WORK REQUIRED → Reproduce exactly the lines below, starting at the line that contains "index tip: (337, 251)" and ending with the last line of the records, both included; leave out any pictures.
• • •
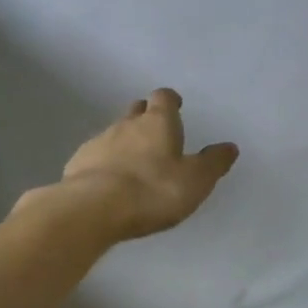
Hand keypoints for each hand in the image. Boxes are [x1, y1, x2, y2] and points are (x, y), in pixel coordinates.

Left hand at [53, 88, 238, 240]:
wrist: (93, 209)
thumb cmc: (153, 190)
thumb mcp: (196, 180)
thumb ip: (213, 162)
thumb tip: (230, 147)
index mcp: (158, 122)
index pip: (163, 98)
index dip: (170, 100)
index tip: (176, 106)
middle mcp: (126, 125)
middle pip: (136, 111)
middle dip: (146, 117)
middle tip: (156, 132)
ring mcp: (98, 143)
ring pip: (114, 134)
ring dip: (125, 143)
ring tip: (134, 164)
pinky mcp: (77, 164)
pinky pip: (95, 157)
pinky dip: (105, 164)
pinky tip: (109, 183)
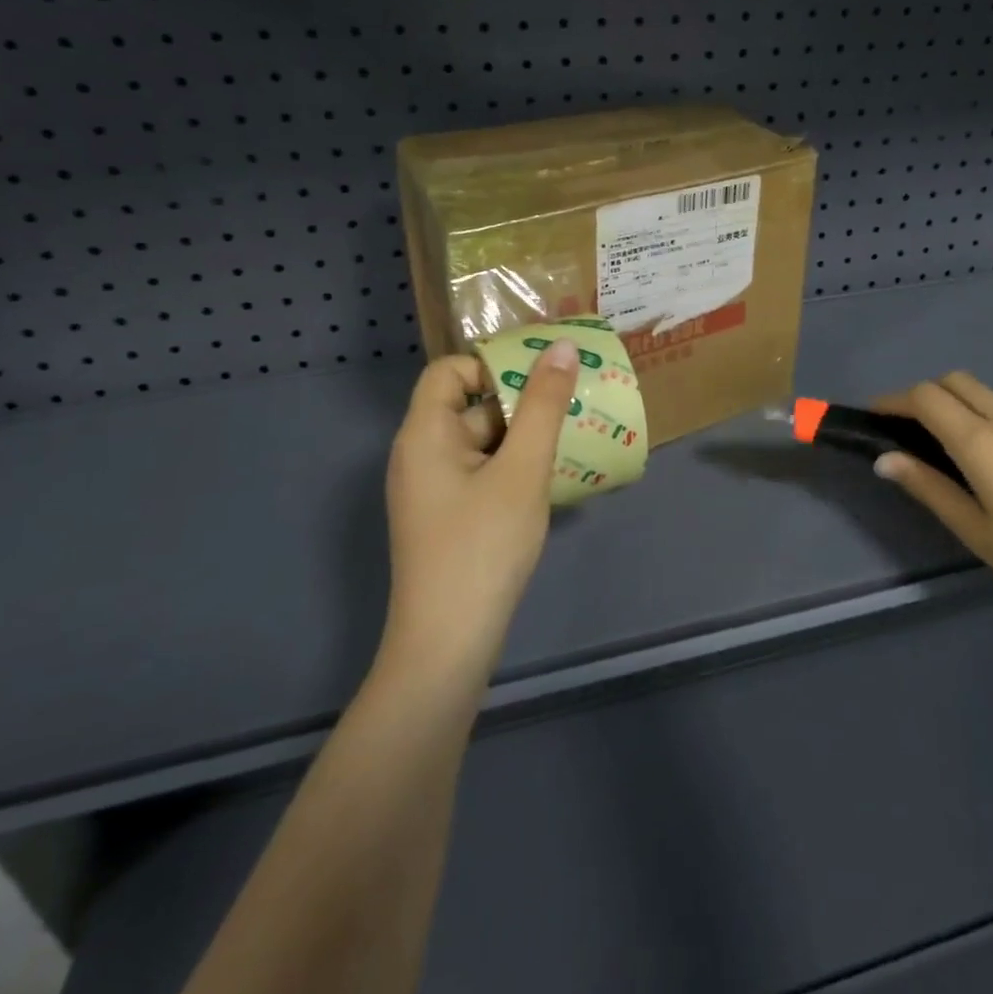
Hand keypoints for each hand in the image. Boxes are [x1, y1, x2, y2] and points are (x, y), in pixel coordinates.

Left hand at [381, 338, 580, 669]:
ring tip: (572, 439)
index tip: (541, 380)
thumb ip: (543, 406)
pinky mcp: (447, 517)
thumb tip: (560, 347)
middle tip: (571, 406)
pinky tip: (550, 480)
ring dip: (523, 436)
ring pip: (481, 441)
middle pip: (469, 405)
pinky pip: (481, 471)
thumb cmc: (483, 547)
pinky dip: (514, 466)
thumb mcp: (523, 470)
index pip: (450, 371)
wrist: (448, 645)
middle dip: (520, 402)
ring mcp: (433, 489)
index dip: (493, 366)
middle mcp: (421, 454)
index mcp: (425, 434)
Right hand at [873, 372, 992, 614]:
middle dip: (919, 394)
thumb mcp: (978, 531)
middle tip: (903, 431)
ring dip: (948, 402)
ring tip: (936, 445)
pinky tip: (979, 457)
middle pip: (951, 380)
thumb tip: (884, 458)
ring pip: (978, 391)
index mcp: (980, 440)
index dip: (892, 401)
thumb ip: (929, 489)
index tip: (872, 419)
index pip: (925, 397)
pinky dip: (973, 413)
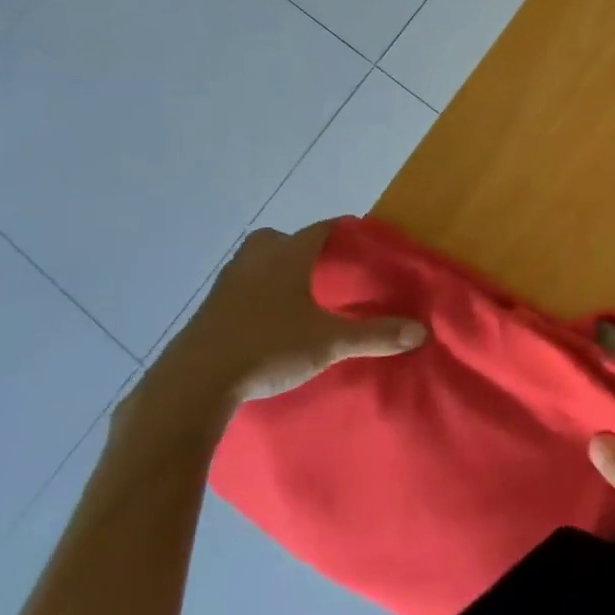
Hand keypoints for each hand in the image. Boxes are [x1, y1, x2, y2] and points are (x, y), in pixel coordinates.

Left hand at [129, 224, 425, 429]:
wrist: (193, 385)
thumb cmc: (268, 348)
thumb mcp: (330, 343)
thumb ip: (375, 335)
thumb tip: (421, 331)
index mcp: (287, 257)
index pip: (319, 230)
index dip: (341, 230)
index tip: (359, 237)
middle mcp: (254, 262)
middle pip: (277, 238)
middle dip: (298, 246)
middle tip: (320, 266)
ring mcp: (225, 286)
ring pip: (252, 263)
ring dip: (272, 270)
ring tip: (295, 294)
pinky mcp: (207, 313)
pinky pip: (236, 290)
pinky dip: (253, 296)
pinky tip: (265, 321)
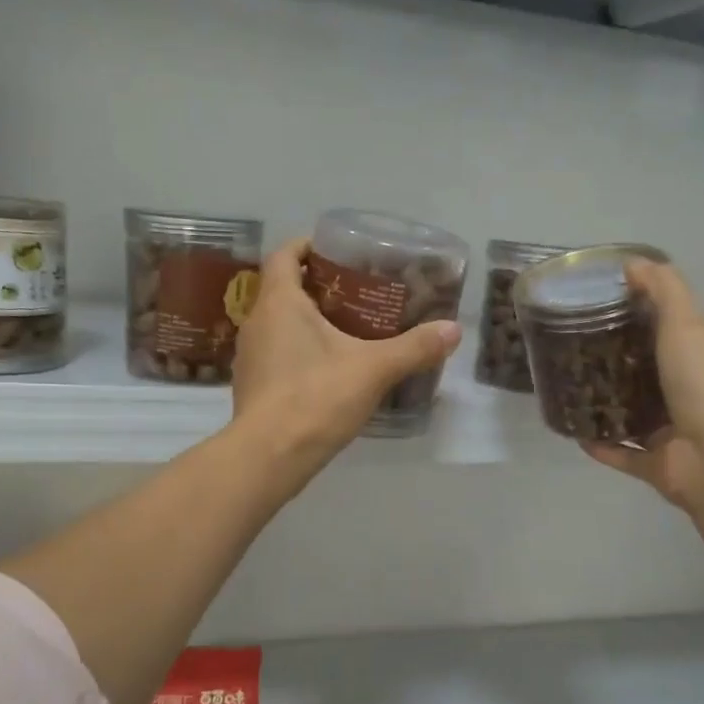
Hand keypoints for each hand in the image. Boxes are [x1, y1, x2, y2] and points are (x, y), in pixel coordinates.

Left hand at [230, 238, 461, 483]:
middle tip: (355, 291)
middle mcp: (256, 322)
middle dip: (316, 285)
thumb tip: (454, 329)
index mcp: (279, 302)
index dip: (308, 245)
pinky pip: (276, 353)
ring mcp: (249, 356)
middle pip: (283, 288)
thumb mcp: (373, 369)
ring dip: (306, 319)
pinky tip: (327, 368)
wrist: (268, 457)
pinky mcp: (252, 386)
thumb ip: (414, 348)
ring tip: (346, 328)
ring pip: (278, 323)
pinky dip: (298, 350)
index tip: (337, 251)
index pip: (284, 254)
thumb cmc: (316, 398)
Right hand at [582, 260, 703, 514]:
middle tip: (576, 347)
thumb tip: (633, 262)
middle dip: (618, 363)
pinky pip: (622, 454)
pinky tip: (572, 430)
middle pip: (650, 374)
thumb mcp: (687, 324)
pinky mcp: (656, 466)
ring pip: (635, 415)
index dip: (644, 317)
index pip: (674, 332)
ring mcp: (674, 434)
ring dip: (607, 404)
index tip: (605, 306)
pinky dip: (600, 445)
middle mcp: (691, 396)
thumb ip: (663, 290)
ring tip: (570, 387)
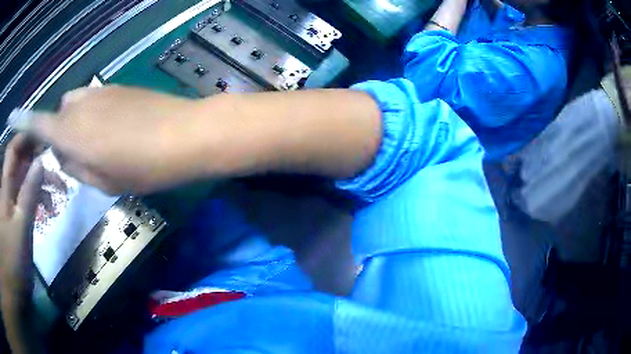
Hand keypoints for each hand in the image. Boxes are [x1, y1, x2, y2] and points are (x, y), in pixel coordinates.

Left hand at [0, 134, 42, 302]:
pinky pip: (26, 197)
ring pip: (25, 180)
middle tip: (56, 163)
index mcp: (6, 187)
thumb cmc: (14, 259)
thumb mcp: (21, 229)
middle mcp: (7, 189)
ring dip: (40, 180)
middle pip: (20, 162)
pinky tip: (48, 206)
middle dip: (37, 159)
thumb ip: (29, 195)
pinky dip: (37, 197)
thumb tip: (39, 162)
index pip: (13, 150)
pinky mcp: (16, 216)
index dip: (25, 138)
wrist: (15, 285)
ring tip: (57, 190)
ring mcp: (11, 203)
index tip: (44, 137)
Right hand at [26, 86, 209, 194]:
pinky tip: (116, 128)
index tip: (13, 119)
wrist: (184, 134)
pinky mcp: (118, 86)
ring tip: (103, 143)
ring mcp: (100, 91)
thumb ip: (75, 166)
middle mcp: (79, 105)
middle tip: (82, 155)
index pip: (38, 125)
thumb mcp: (102, 181)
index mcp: (70, 132)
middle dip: (63, 134)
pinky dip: (94, 114)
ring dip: (79, 123)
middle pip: (59, 116)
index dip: (24, 123)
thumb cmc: (142, 166)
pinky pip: (94, 100)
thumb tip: (62, 153)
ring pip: (76, 106)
• • •
WRITTEN RESPONSE →
index tip: (337, 251)
index pip: (284, 254)
thumb cmc: (316, 398)
Right hand at [582, 260, 703, 514]:
middle tip: (576, 347)
thumb tip: (633, 262)
middle dip: (618, 363)
pinky pip: (622, 454)
pinky tip: (572, 430)
middle pip: (650, 374)
thumb mcp: (687, 324)
pinky mcp: (656, 466)
ring pip: (635, 415)
index dip: (644, 317)
index pip: (674, 332)
ring mcp: (674, 434)
ring dip: (607, 404)
index tip: (605, 306)
pinky dip: (600, 445)
middle mcp: (691, 396)
thumb ip: (663, 290)
ring tip: (570, 387)
Hand keypoints for each hand in the image. Boxes are [x1, y1, x2, y2] and points are (x, y), in pixel coordinates.

Left hand at [0, 134, 42, 302]:
pinky pip: (26, 197)
ring pip: (25, 180)
middle tip: (56, 163)
index mcp: (6, 187)
thumb cmc: (14, 259)
thumb mcp: (21, 229)
middle mcp: (7, 189)
ring dip: (40, 180)
middle pip: (20, 162)
pinky tip: (48, 206)
middle dip: (37, 159)
thumb ip: (29, 195)
pinky dip: (37, 197)
thumb tip: (39, 162)
index pip: (13, 150)
pinky mcp: (16, 216)
index dip: (25, 138)
wrist: (15, 285)
ring tip: (57, 190)
ring mcp: (11, 203)
index tip: (44, 137)
Right hand at [26, 86, 209, 194]:
pinky tip: (116, 128)
index tip: (13, 119)
wrist: (184, 134)
pinky mcp: (118, 86)
ring tip: (103, 143)
ring mcp: (100, 91)
thumb ip: (75, 166)
middle mcp: (79, 105)
middle tip: (82, 155)
index pip: (38, 125)
thumb mcp: (102, 181)
index mcp: (70, 132)
middle dip: (63, 134)
pinky dip: (94, 114)
ring dip: (79, 123)
middle pip: (59, 116)
index dip: (24, 123)
thumb cmc: (142, 166)
pinky pip: (94, 100)
thumb tip: (62, 153)
ring pip: (76, 106)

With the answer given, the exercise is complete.